Il Faro on line – Recenti fatti di cronaca che hanno visto persone rimaste vittime di un grave incidente stradale causato da un Rom minorenne alla guida di una vettura, hanno suscitato grande risentimento; un forte turbamento emotivo, così intenso da giustificare – almeno in parte – perfino le “solite” uscite dei “perbenisti di turno”. Quanto accaduto infatti, porta alla ribalta discorsi come la “certezza della pena” considerata del tutto assente, o l’esigenza di pene più severe e soprattutto la tanto auspicata (e in via di realizzazione) previsione, nel codice penale, del nuovo reato di “omicidio stradale”. 

Quello di non dover mai e poi mai generalizzare, è indubbiamente un sano principio applicabile sempre, ma è pur vero che in alcuni casi è estremamente difficile dominare l’emotività; probabilmente (potremmo addirittura dire “sicuramente”) nessuno si mette al volante con l’intento di uccidere, ma certamente farlo senza ponderare la pericolosità di un’auto e addirittura farlo senza avere né la patente né tantomeno un’esperienza di guida, costituisce un’aggravante difficilmente scusabile.
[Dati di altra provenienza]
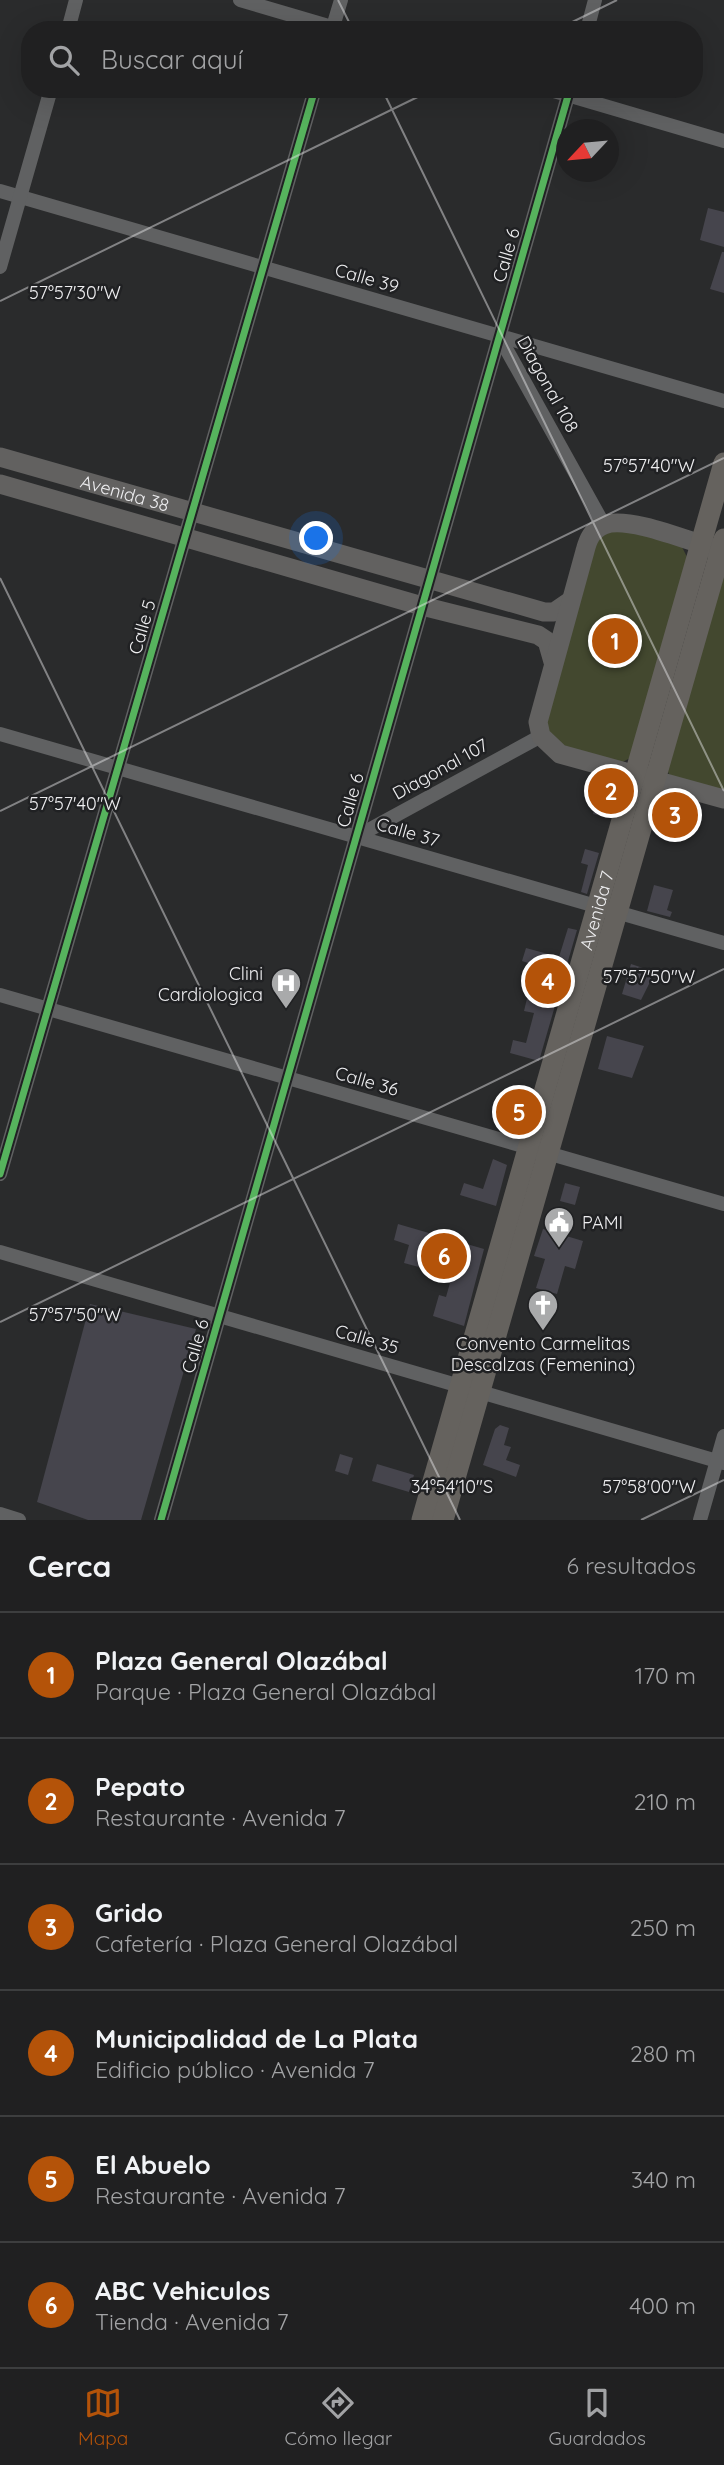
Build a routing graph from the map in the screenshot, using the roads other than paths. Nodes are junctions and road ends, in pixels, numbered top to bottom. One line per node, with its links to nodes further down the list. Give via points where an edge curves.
1 (76, 0): 5 (street)
2 (240, 0): 6 (street)
3 (341, 0): 7 (street)
4 (595, 0): 8 (street)
5 (70, 21)
6 (310, 21)
7 (337, 21)
8 (589, 21)
9 (48, 98): 15 (street)
10 (312, 98): 17 (street, Calle 5)
11 (567, 98): 18 (street, Calle 6)
12 (588, 98): 13 (street)
13 (724, 141)
14 (0, 191): 15 (street, Calle 39)
15 (20, 197): 16 (street); 17 (street, Calle 39)
16 (0, 267)
17 (263, 268): 18 (street, Calle 39); 23 (street, Calle 5)
18 (499, 336): 19 (street, Calle 39); 24 (street, Diagonal 108); 27 (street, Calle 6)
19 (724, 401)
20 (0, 457): 23 (main road, Avenida 38)
21 (724, 463): 26 (main road, Avenida 7)
22 (0, 484): 25 (main road, Avenida 38)
23 (192, 513): 25 (street, Calle 5); 27 (main road, Avenida 38)
24 (604, 525): 26 (main road, via 625,523); 28 (main road, via 588,540)
25 (185, 538): 29 (main road, Avenida 38); 33 (street, Calle 5)
26 (717, 546): 34 (main road, Avenida 7)
27 (429, 582): 28 (main road, Avenida 38, via 544,612 554,612); 29 (street, Calle 6)
28 (570, 601): 30 (main road)
29 (422, 606): 30 (main road, Avenida 38, via 538,635 547,640); 36 (street, Calle 6)
30 (554, 662): 32 (main road, via 540,709)
31 (0, 734): 33 (street, Calle 37)
32 (541, 736): 34 (main road, via 560,754); 36 (street, Diagonal 107)
33 (118, 768): 36 (street, Calle 37); 40 (street, Calle 5)
34 (645, 777): 35 (main road); 37 (main road, Avenida 7)
35 (724, 799)
36 (356, 837): 37 (street, Calle 37); 41 (street, Calle 6)
37 (607, 910): 38 (street, Calle 37); 42 (main road, Avenida 7)
38 (724, 943)
39 (0, 995): 40 (street, Calle 36)
40 (48, 1009): 41 (street, Calle 36); 43 (street, Calle 5)
41 (288, 1078): 42 (street, Calle 36); 46 (street, Calle 6)
42 (538, 1150): 44 (street, Calle 36); 47 (main road, Avenida 7)
43 (0, 1174)
44 (724, 1204)
45 (0, 1252): 46 (street, Calle 35)
46 (219, 1316): 47 (street, Calle 35); 52 (street, Calle 6)
47 (470, 1389): 49 (street, Calle 35); 53 (main road, Avenida 7); 54 (main road, Avenida 7)
48 (724, 1436): 49 (street)
49 (720, 1462): 55 (street)
50 (0, 1514): 51 (street)
51 (19, 1520)
52 (161, 1520)
53 (422, 1520)
54 (443, 1520)
55 (700, 1520)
Oggi siamo talmente abituati all’auto da considerarla come un oggetto facente parte del nostro quotidiano al pari dell’orologio, degli occhiali, di una penna a sfera, ecc. ecc; il problema serio che troppo spesso si sottovaluta – fintanto che le conseguenze non ci costringono a riflettere – è che, a differenza che con gli occhiali, orologio, penna, ecc., con l’auto si può uccidere e morire e quando questo avviene per colpa un minore incosciente, o di un ubriaco o di un drogato, il comune risentimento chiede giustizia.

Certo, il decesso è indubbiamente la conseguenza estrema, la più grave, ma esistono anche tanti, troppi casi di persone rimaste in vita, ma gravemente menomate per le conseguenze riportate a seguito di un incidente stradale; persone per le quali la vita è cambiata radicalmente; uomini, donne, ragazzi anche giovanissimi per i quali l’esistenza non sarà più la stessa.In queste pagine abbiamo spesso parlato di comportamenti incoscienti, superficiali o anche solo distratti e abbiamo anche visto – ad esempio quando parlammo dell’art. 190 del Codice della Strada relativo al “Comportamento dei pedoni” – come spesso la colpa non sia solo di chi conduce il veicolo.

Come è noto, l’inasprimento della norma è dovuto soprattutto all’abuso dei comportamenti e in questo senso, forse, l’introduzione nel Codice Penale del “nuovo” reato di “omicidio stradale” può rappresentare uno strumento efficace per contrastare un fenomeno in grado di distruggere la vita di molte persone.

I nostri giuristi saranno certamente in grado di elaborare una fattispecie che tenga conto di tutte le eventualità immaginabili e che sia quindi in grado di prevedere anche i vari livelli di responsabilità che non è detto debba sempre essere “aggravata”: anche al più ligio degli automobilisti può accadere l’imprevedibile e magari non per colpa sua (o non solo sua); subirne le conseguenze risponde a quell’esigenza di giustizia di cui alle prime righe di quest’articolo, ma vedersi accomunare a chi ligio non lo è affatto e magari, come è successo, rischiare il linciaggio della folla, è un qualcosa di deleterio e aberrante che non è certo giustizia né tantomeno “giustezza”, solo vendetta!